--- DATA FOR THE TASK ---
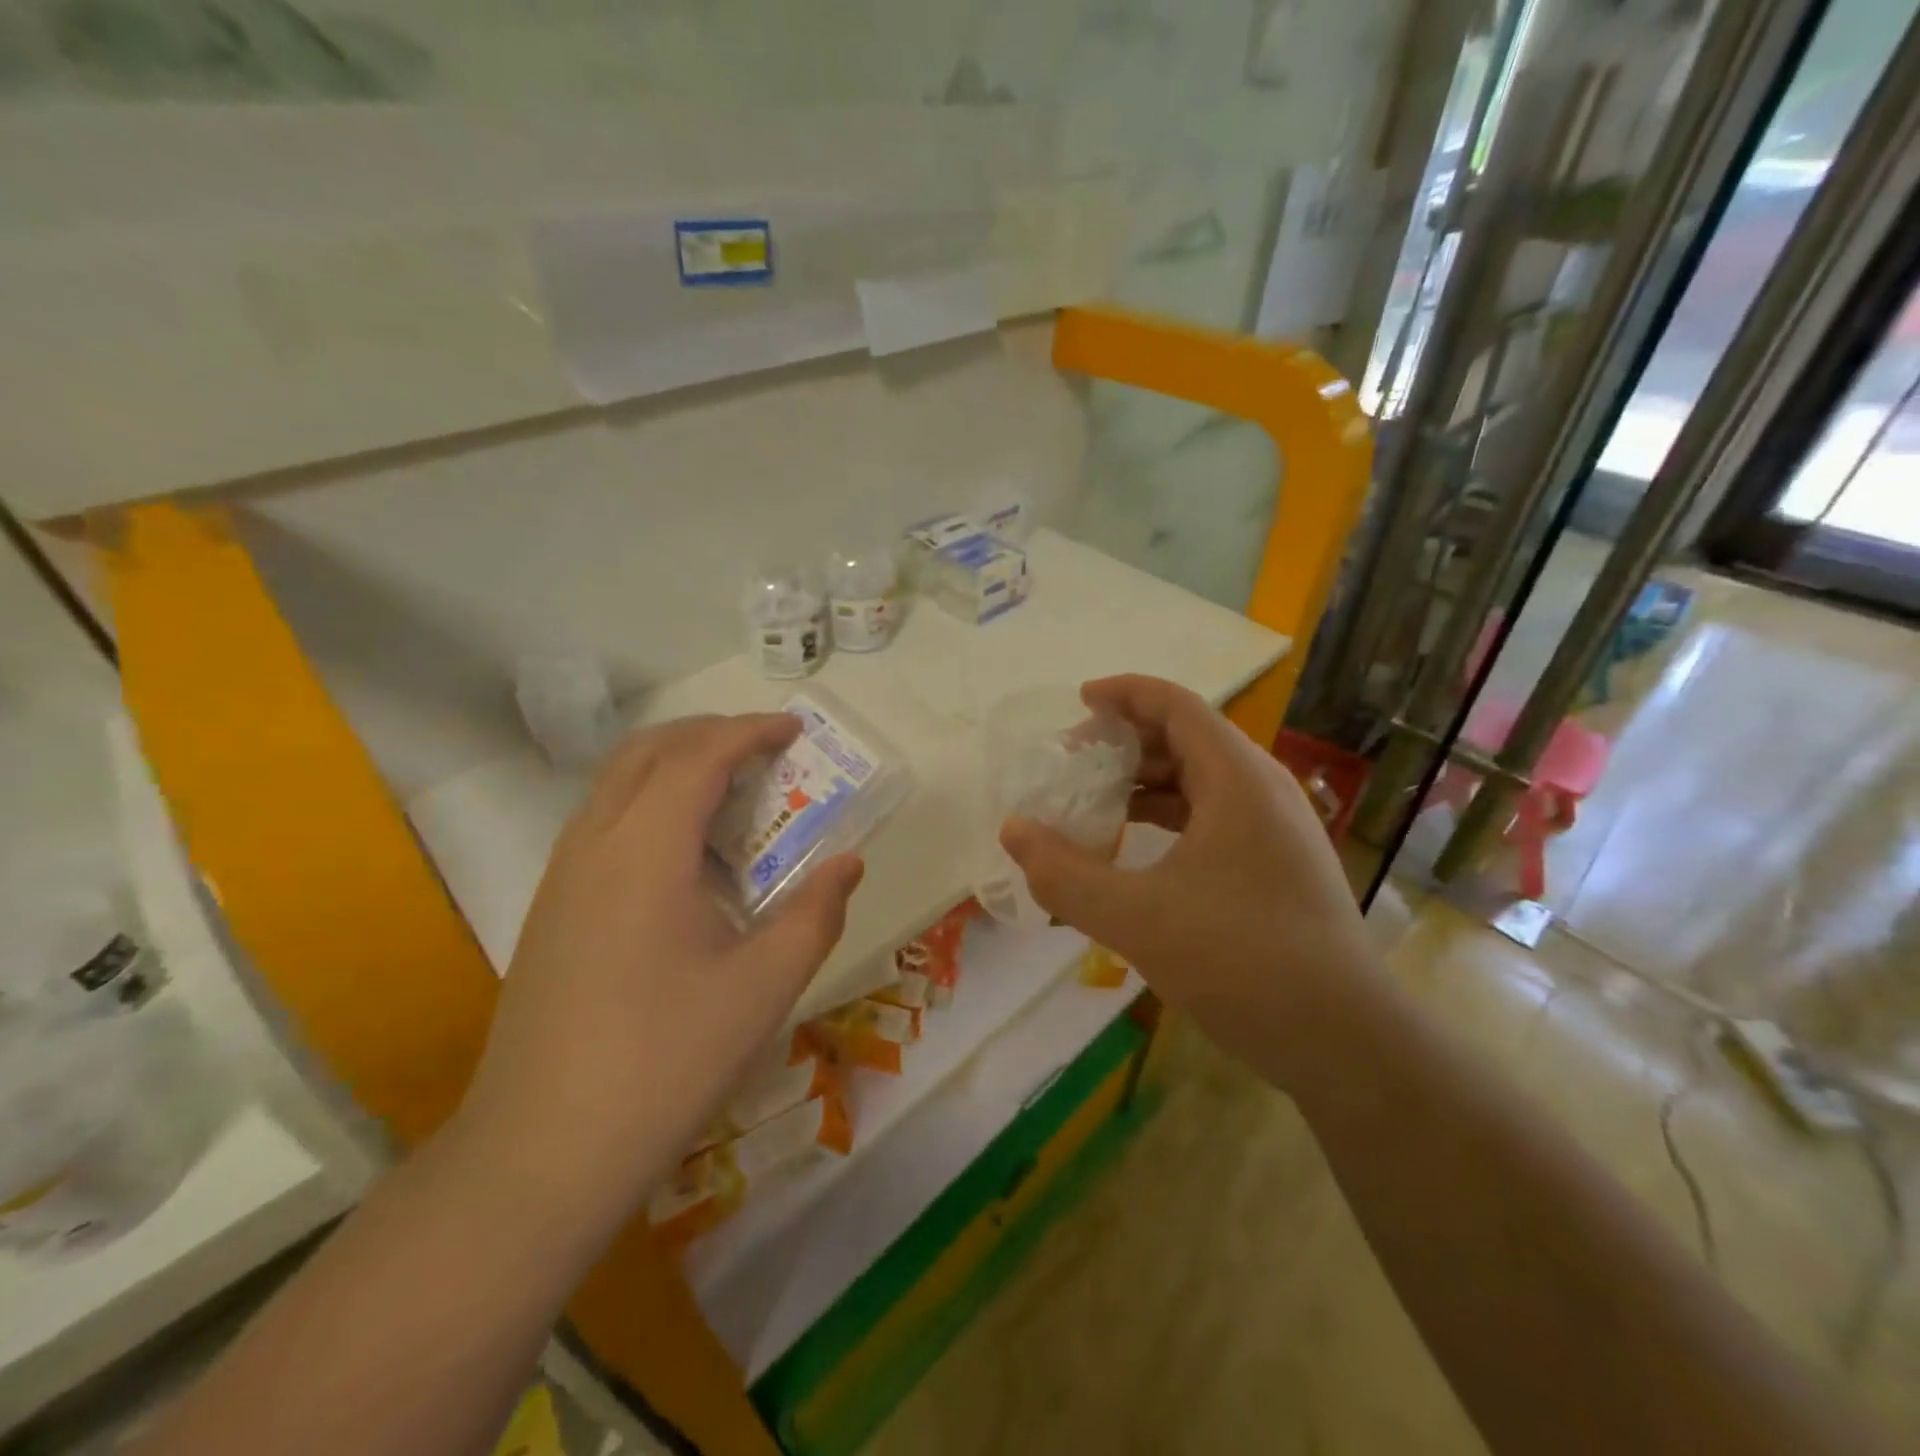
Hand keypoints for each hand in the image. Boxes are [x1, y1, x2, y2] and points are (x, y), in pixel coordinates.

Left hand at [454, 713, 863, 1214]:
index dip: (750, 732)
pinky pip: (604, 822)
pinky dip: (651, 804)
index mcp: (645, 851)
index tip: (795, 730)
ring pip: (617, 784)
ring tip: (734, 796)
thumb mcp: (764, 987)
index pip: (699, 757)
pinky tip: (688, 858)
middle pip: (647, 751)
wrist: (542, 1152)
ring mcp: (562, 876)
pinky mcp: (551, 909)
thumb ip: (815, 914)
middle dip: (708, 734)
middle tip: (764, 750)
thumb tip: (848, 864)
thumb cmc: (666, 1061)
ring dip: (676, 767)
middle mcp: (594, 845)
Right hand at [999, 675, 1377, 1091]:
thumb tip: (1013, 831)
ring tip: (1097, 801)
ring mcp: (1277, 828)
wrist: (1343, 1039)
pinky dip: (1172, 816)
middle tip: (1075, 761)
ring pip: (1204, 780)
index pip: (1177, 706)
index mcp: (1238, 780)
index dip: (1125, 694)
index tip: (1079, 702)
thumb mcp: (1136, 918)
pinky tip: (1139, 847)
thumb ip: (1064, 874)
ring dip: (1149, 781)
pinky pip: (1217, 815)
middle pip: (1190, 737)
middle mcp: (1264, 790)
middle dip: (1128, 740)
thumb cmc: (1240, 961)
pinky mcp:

--- WHAT IS REQUIRED ---
The line containing "ring tip: (1097, 801)" and each line after it through the end of the listing above must be printed exactly, with nothing added.

--- RESULT ---
ring tip: (1097, 801)
ring mcp: (1277, 828)
wrist: (1343, 1039)
pinky dip: (1172, 816)
middle tip: (1075, 761)
ring pip: (1204, 780)
index pip: (1177, 706)
index mcp: (1238, 780)
index dip: (1125, 694)
index tip: (1079, 702)
thumb mcp: (1136, 918)
pinky tip: (1139, 847)
thumb ip: (1064, 874)
ring dip: (1149, 781)
pinky pip: (1217, 815)
middle pip: (1190, 737)
middle mcp: (1264, 790)
middle dip: (1128, 740)
thumb cmc: (1240, 961)
pinky mcp:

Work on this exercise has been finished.